WORK ITEM :: Would you tally how many lines in the records include the word "highway"? Reply with the number only.

Stored data entries
------------------------------------------------

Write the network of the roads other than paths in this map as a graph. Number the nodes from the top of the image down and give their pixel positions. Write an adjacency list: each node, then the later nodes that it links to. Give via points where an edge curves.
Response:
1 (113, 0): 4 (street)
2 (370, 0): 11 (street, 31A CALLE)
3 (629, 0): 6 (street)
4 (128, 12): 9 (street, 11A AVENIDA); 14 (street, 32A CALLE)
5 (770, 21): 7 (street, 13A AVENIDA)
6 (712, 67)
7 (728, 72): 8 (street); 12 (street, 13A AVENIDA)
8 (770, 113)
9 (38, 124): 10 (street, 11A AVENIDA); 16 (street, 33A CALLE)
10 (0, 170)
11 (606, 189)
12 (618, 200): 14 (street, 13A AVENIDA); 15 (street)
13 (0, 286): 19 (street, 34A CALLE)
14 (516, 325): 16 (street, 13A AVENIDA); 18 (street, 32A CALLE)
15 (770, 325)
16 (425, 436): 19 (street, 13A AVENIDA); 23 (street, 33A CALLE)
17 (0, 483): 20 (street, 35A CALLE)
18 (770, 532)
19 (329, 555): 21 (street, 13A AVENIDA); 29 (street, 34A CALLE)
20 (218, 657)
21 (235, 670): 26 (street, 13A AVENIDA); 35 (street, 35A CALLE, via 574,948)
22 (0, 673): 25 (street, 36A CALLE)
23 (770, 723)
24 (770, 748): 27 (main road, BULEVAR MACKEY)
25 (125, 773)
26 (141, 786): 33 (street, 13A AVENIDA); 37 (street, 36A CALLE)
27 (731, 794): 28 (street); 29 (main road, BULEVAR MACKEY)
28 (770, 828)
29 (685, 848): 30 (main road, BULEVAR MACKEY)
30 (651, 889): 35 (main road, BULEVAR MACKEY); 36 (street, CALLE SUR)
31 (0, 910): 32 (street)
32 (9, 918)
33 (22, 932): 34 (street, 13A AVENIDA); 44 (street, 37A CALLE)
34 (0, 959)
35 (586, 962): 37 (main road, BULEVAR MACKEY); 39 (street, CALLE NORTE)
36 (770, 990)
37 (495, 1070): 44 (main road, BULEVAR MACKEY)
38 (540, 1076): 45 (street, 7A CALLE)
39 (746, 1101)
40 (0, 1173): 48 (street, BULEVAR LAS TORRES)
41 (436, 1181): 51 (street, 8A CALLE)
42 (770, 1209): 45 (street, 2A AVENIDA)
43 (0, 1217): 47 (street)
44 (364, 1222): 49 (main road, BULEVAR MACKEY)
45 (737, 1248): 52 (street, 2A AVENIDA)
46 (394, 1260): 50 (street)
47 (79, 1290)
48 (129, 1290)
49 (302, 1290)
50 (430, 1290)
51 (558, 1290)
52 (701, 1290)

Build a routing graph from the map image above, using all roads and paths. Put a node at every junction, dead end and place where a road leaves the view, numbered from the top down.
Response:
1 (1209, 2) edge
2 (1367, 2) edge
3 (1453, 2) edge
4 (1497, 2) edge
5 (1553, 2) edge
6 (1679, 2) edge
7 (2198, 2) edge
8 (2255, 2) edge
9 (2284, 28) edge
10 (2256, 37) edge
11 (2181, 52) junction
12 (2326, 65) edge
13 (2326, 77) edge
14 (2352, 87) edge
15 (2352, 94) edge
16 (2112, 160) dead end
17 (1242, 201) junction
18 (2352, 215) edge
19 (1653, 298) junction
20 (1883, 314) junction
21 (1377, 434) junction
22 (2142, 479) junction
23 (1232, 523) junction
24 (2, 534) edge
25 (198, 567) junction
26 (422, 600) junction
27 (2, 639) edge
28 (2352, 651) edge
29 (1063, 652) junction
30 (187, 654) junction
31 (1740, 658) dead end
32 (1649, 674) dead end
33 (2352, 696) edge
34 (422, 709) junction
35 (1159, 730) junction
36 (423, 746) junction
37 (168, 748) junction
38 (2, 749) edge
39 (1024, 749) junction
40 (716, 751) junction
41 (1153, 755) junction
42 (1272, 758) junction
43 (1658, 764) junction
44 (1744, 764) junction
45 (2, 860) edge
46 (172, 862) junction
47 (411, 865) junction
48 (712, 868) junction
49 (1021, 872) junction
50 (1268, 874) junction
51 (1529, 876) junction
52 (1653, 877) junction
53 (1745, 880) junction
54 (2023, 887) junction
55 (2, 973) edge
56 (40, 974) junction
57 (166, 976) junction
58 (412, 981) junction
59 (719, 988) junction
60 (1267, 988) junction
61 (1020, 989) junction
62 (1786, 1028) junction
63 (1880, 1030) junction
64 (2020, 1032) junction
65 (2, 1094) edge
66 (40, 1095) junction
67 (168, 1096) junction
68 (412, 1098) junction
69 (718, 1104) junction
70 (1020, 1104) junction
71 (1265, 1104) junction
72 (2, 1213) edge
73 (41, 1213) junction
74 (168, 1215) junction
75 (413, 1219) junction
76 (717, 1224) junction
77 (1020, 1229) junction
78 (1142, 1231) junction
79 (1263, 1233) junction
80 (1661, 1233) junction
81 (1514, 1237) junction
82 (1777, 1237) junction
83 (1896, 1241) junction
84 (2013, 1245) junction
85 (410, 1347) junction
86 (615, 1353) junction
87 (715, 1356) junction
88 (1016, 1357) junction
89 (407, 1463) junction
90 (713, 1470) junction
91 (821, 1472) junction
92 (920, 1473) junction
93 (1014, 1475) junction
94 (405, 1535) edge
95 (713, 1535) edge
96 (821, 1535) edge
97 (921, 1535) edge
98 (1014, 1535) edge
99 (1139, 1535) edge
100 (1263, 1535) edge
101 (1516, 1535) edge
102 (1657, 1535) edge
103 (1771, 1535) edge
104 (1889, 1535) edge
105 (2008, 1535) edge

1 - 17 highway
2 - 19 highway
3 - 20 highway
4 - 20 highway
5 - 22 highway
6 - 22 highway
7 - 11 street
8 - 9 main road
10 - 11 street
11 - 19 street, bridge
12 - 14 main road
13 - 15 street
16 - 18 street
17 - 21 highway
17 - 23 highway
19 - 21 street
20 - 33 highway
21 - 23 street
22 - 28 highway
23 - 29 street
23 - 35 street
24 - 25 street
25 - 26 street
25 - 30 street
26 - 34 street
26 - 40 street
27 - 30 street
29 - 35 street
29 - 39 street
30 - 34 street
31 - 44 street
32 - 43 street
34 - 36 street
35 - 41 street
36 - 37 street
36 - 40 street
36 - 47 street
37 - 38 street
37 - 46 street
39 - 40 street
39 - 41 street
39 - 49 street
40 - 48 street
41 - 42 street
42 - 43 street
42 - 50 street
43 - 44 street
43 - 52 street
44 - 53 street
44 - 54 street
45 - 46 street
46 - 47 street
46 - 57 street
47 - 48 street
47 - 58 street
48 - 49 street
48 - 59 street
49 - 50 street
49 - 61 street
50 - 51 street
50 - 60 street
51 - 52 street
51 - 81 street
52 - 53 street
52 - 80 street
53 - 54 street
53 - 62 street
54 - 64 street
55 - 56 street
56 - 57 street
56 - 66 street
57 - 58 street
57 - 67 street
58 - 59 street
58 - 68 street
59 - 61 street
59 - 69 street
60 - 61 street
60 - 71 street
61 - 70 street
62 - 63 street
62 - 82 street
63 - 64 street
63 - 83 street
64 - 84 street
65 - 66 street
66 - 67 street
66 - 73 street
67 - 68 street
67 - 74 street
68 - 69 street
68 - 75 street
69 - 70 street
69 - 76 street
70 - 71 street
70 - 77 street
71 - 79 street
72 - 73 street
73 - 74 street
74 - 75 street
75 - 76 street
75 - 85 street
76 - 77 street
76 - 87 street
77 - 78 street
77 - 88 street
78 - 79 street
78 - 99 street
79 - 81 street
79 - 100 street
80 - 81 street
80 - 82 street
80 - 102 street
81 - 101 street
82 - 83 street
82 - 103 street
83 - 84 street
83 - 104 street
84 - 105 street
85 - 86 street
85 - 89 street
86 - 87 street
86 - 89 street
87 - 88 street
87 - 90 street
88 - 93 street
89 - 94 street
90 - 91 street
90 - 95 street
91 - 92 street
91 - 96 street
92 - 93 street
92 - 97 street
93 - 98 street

------------------------------------------------

EXERCISE SOLUTION :: 10